Packetizer Protocol Core
For packetizer v1 links, Rogue provides rogue.protocols.packetizer.Core.
This class owns the packetizer v1 controller, exposes the lower transport edge
through transport(), and creates per-destination application endpoints with
application(dest).
Use Core when software must match an existing packetizer v1 firmware or
software peer. For new deployments where the protocol version is still open,
Packetizer Protocol CoreV2 is usually the better choice.
Protocol Behavior
Packetizer v1 breaks one incoming frame into one or more transport packets and reassembles those packets on the receive side. It carries the usual AXI-Stream sideband metadata in the wire format:
TDestTIDTUserFirstTUserLastEOF state
Each v1 packet contains:
An 8-byte header with version, frame number, packet number,
TDest,TID, andTUserFirst.A 1-byte tail with
TUserLastand EOF.
The design tradeoff is that EOF and TUserLast live in a tail rather than in
the header. That allows streaming behavior without buffering an entire packet
payload before forwarding.
Operational Notes
TUserLastis only valid when EOF is asserted.TDest,TID, andTUserFirstare repeated in each packet header even though they are frame-level attributes.Destination endpoints are allocated lazily when
application(dest)is called.
Key Constructor Arguments
Core(enSsi)
enSsienables SSI framing behavior.
Common Controls
transport()returns the lower-layer stream edge.application(dest)returns the destination endpoint for values0..255.getDropCount()reports the controller drop count.setTimeout(timeout)forwards timeout tuning into the controller, in microseconds.
Python Example
import rogue.protocols.packetizer
import rogue.protocols.rssi
# Packetizer v1 core with SSI framing enabled.

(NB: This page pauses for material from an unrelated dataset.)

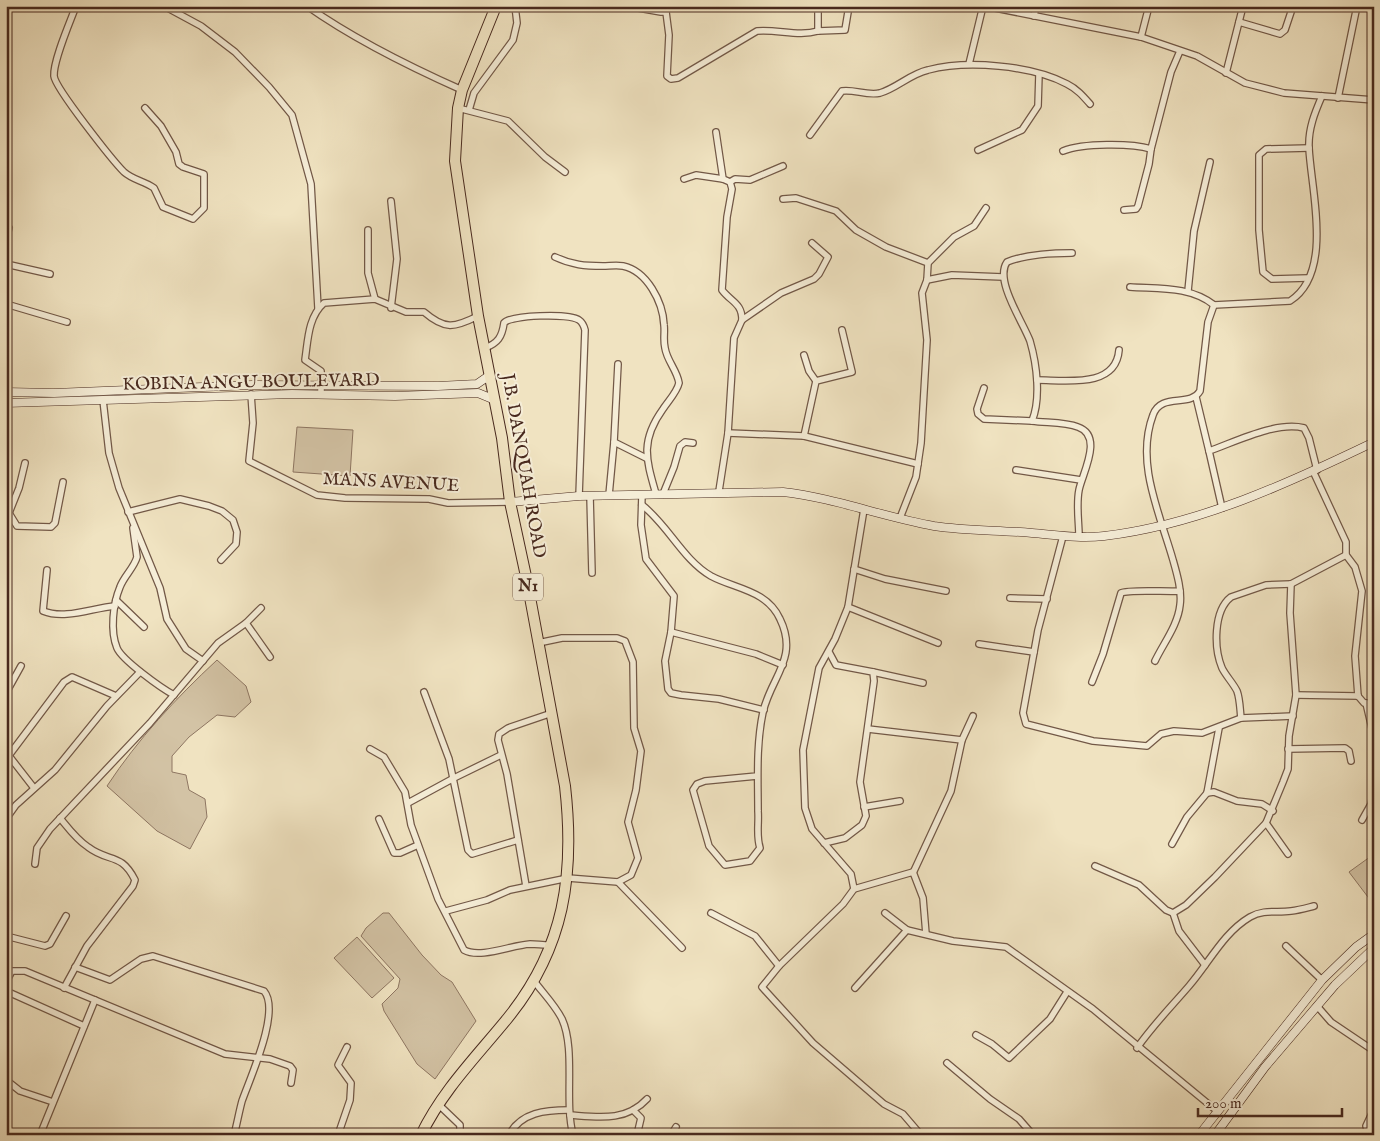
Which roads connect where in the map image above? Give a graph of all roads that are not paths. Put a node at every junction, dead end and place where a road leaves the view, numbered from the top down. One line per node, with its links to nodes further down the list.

pkt = rogue.protocols.packetizer.Core(True)
# Lower protocol layer.
rssi = rogue.protocols.rssi.Client(1472 - 8)
rssi.application() == pkt.transport()
# Outbound traffic enters destination channel 1.
data_source >> pkt.application(1)
# Inbound traffic from destination channel 0 is delivered to a sink.
pkt.application(0) >> reg_sink
C++ Example
#include <rogue/protocols/packetizer/Core.h>
namespace rpp = rogue::protocols::packetizer;
int main() {
// Packetizer v1 core with SSI framing enabled.
auto pkt = rpp::Core::create(true);
// Access one application destination endpoint.
auto app0 = pkt->application(0);
(void)app0;
// Query drop count for diagnostics.
auto dropCount = pkt->getDropCount();
(void)dropCount;
// Lower-layer connection would be made through pkt->transport().
return 0;
}
Threading And Lifecycle
Core does not start its own worker thread. Packetization and
depacketization run in the caller context of the surrounding stream graph,
while lifecycle management belongs to the lower transport layer attached to
transport().
Compatibility Notes
Coremust connect to a packetizer v1 peer.If the remote endpoint expects packetizer v2, use Packetizer Protocol CoreV2.
Logging
Packetizer logging is emitted by the shared controller logger:
pyrogue.packetizer.Controller
Enable it before constructing packetizer objects:
import rogue
rogue.Logging.setFilter('pyrogue.packetizer', rogue.Logging.Debug)
This logger is the main source for packet-drop, framing, and timeout messages.
There is no separate per-instance debug helper on Core.